# [Directions for this task]
Output every record below exactly as it appears.
The data Block Start
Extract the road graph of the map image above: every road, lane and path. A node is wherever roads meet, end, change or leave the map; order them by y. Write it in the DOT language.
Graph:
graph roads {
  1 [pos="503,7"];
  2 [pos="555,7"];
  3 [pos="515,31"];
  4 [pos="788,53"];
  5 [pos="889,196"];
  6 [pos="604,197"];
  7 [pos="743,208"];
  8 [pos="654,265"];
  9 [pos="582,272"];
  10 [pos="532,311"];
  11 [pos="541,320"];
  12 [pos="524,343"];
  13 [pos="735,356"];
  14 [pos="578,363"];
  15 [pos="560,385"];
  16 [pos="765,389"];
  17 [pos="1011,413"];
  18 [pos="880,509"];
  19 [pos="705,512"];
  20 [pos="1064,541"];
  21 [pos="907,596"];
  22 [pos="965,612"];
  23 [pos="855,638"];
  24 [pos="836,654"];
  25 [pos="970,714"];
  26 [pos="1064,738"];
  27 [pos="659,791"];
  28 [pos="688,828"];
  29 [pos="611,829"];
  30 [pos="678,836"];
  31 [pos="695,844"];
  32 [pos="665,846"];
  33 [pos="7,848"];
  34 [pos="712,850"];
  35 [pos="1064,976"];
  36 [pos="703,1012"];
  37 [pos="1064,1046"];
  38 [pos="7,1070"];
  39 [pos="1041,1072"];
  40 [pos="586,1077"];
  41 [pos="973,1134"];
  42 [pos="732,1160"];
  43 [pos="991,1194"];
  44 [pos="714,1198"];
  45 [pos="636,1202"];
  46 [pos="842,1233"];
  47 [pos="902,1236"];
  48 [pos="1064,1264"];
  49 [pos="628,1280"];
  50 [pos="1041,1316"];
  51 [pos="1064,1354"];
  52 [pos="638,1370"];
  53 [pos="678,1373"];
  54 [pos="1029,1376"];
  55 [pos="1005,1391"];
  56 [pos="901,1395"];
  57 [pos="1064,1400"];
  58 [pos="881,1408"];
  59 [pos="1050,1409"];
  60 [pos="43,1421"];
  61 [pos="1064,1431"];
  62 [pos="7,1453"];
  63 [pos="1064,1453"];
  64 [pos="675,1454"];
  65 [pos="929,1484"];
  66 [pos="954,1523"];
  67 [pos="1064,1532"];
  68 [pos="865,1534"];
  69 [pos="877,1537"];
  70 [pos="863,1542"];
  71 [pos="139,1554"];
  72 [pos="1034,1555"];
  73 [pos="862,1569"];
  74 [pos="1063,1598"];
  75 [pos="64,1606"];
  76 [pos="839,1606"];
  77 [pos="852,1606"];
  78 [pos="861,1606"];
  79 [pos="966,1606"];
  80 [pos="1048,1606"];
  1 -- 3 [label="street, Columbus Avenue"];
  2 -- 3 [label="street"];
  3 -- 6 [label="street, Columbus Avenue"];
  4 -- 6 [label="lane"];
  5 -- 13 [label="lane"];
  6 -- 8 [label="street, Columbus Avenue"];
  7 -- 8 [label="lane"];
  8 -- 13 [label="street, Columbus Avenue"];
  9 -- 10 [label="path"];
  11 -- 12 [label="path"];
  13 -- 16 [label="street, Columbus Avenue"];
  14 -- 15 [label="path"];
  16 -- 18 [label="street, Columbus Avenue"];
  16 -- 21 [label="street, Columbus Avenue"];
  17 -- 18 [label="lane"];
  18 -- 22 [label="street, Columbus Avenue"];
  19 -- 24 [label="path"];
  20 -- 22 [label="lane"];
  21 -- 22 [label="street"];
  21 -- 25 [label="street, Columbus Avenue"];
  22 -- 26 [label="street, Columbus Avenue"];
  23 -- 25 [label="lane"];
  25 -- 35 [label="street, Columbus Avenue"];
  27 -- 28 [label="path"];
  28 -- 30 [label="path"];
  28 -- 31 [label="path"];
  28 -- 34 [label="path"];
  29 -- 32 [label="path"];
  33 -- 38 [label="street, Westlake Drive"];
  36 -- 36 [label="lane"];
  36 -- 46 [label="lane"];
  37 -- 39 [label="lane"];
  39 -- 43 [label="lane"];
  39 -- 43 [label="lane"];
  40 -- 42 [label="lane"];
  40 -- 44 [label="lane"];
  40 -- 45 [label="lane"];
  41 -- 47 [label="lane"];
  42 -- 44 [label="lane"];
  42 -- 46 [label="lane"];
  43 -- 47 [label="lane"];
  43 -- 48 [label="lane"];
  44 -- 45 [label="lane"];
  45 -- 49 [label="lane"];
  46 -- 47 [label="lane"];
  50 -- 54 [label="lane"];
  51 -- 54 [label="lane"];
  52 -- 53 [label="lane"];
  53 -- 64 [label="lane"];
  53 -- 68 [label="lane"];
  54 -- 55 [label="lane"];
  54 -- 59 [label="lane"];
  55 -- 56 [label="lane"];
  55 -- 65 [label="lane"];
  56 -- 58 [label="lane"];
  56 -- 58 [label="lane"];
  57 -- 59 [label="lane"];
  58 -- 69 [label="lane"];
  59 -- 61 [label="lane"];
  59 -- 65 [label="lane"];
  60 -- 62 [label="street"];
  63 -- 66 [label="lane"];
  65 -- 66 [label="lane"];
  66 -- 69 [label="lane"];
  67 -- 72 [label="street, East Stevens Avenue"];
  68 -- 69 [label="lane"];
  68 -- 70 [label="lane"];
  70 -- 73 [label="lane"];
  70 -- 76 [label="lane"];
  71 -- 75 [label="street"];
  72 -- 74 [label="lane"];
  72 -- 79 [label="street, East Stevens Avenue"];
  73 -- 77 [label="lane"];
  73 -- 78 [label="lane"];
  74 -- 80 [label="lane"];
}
The data Block End
# [Response]
Extract the road graph of the map image above: every road, lane and path. A node is wherever roads meet, end, change or leave the map; order them by y. Write it in the DOT language.
Graph:
graph roads {
  1 [pos="503,7"];
  2 [pos="555,7"];
  3 [pos="515,31"];
  4 [pos="788,53"];
  5 [pos="889,196"];
  6 [pos="604,197"];
  7 [pos="743,208"];
  8 [pos="654,265"];
  9 [pos="582,272"];
  10 [pos="532,311"];
  11 [pos="541,320"];
  12 [pos="524,343"];
  13 [pos="735,356"];
  14 [pos="578,363"];
  15 [pos="560,385"];
  16 [pos="765,389"];
  17 [pos="1011,413"];
  18 [pos="880,509"];
  19 [pos="705,512"];
  20 [pos="1064,541"];
  21 [pos="907,596"];
  22 [pos="965,612"];
  23 [pos="855,638"];
  24 [pos="836,654"];
  25 [pos="970,714"];
  26 [pos="1064,738"];
  27 [pos="659,791"];
  28 [pos="688,828"];
  29 [pos="611,829"];
  30 [pos="678,836"];
  31 [pos="695,844"];
  32 [pos="665,846"];
  33 [pos="7,848"];
  34 [pos="712,850"];
  35 [pos="1064,976"];
  36 [pos="703,1012"];
  37 [pos="1064,1046"];
  38 [pos="7,1070"];
  39 [pos="1041,1072"];
  40 [pos="586,1077"];
  41 [pos="973,1134"];
  42 [pos="732,1160"];
  43 [pos="991,1194"];
  44 [pos="714,1198"];
  45 [pos="636,1202"];
  46 [pos="842,1233"];
  47 [pos="902,1236"];
  48 [pos="1064,1264"];
  49 [pos="628,1280"];
  50 [pos="1041,1316"];
  51 [pos="1064,1354"];
  52 [pos="638,1370"];
  53 [pos="678,1373"];
  54 [pos="1029,1376"];
  55 [pos="1005,1391"];
  56 [pos="901,1395"];
  57 [pos="1064,1400"];
  58 [pos="881,1408"];
  59 [pos="1050,1409"];
  60 [pos="43,1421"];
  61 [pos="1064,1431"];
  62 [pos="7,1453"];
  63 [pos="1064,1453"];
  64 [pos="675,1454"];
  65 [pos="929,1484"];
  66 [pos="954,1523"];
  67 [pos="1064,1532"];
  68 [pos="865,1534"];
  69 [pos="877,1537"];
  70 [pos="863,1542"];
  71 [pos="139,1554"];
  72 [pos="1034,1555"];
  73 [pos="862,1569"];
  74 [pos="1063,1598"];
  75 [pos="64,1606"];
  76 [pos="839,1606"];
  77 [pos="852,1606"];
  78 [pos="861,1606"];
  79 [pos="966,1606"];
  80 [pos="1048,1606"];
  1 -- 3 [label="street, Columbus Avenue"];
  2 -- 3 [label="street"];
  3 -- 6 [label="street, Columbus Avenue"];
  4 -- 6 [label="lane"];
  5 -- 13 [label="lane"];
  6 -- 8 [label="street, Columbus Avenue"];
  7 -- 8 [label="lane"];
  8 -- 13 [label="street, Columbus Avenue"];
  9 -- 10 [label="path"];
  11 -- 12 [label="path"];
  13 -- 16 [label="street, Columbus Avenue"];
  14 -- 15 [label="path"];
  16 -- 18 [label="street, Columbus Avenue"];
  16 -- 21 [label="street, Columbus Avenue"];
  17 -- 18 [label="lane"];
  18 -- 22 [label="street, Columbus Avenue"];
  19 -- 24 [label="path"];
  20 -- 22 [label="lane"];
  21 -- 22 [label="street"];
  21 -- 25 [label="street, Columbus Avenue"];
  22 -- 26 [label="street, Columbus Avenue"];
  23 -- 25 [label="lane"];
  25 -- 35 [label="street, Columbus Avenue"];
  27 -- 28 [label="path"];
  28 -- 30 [label="path"];
  28 -- 31 [label="path"];
  28 -- 34 [label="path"];
  29 -- 32 [label="path"];
  33 -- 38 [label="street, Westlake Drive"];
  36 -- 36 [label="lane"];
  36 -- 46 [label="lane"];
  37 -- 39 [label="lane"];
  39 -- 43 [label="lane"];
  39 -- 43 [label="lane"];
  40 -- 42 [label="lane"];
  40 -- 44 [label="lane"];
  40 -- 45 [label="lane"];
  41 -- 47 [label="lane"];
  42 -- 44 [label="lane"];
  42 -- 46 [label="lane"];
  43 -- 47 [label="lane"];
  43 -- 48 [label="lane"];
  44 -- 45 [label="lane"];
  45 -- 49 [label="lane"];
  46 -- 47 [label="lane"];
  50 -- 54 [label="lane"];
  51 -- 54 [label="lane"];
  52 -- 53 [label="lane"];
  53 -- 64 [label="lane"];
  53 -- 68 [label="lane"];
  54 -- 55 [label="lane"];
  54 -- 59 [label="lane"];
  55 -- 56 [label="lane"];
  55 -- 65 [label="lane"];
  56 -- 58 [label="lane"];
  56 -- 58 [label="lane"];
  57 -- 59 [label="lane"];
  58 -- 69 [label="lane"];
  59 -- 61 [label="lane"];
  59 -- 65 [label="lane"];
  60 -- 62 [label="street"];
  63 -- 66 [label="lane"];
  65 -- 66 [label="lane"];
  66 -- 69 [label="lane"];
  67 -- 72 [label="street, East Stevens Avenue"];
  68 -- 69 [label="lane"];
  68 -- 70 [label="lane"];
  70 -- 73 [label="lane"];
  70 -- 76 [label="lane"];
  71 -- 75 [label="street"];
  72 -- 74 [label="lane"];
  72 -- 79 [label="street, East Stevens Avenue"];
  73 -- 77 [label="lane"];
  73 -- 78 [label="lane"];
  74 -- 80 [label="lane"];
}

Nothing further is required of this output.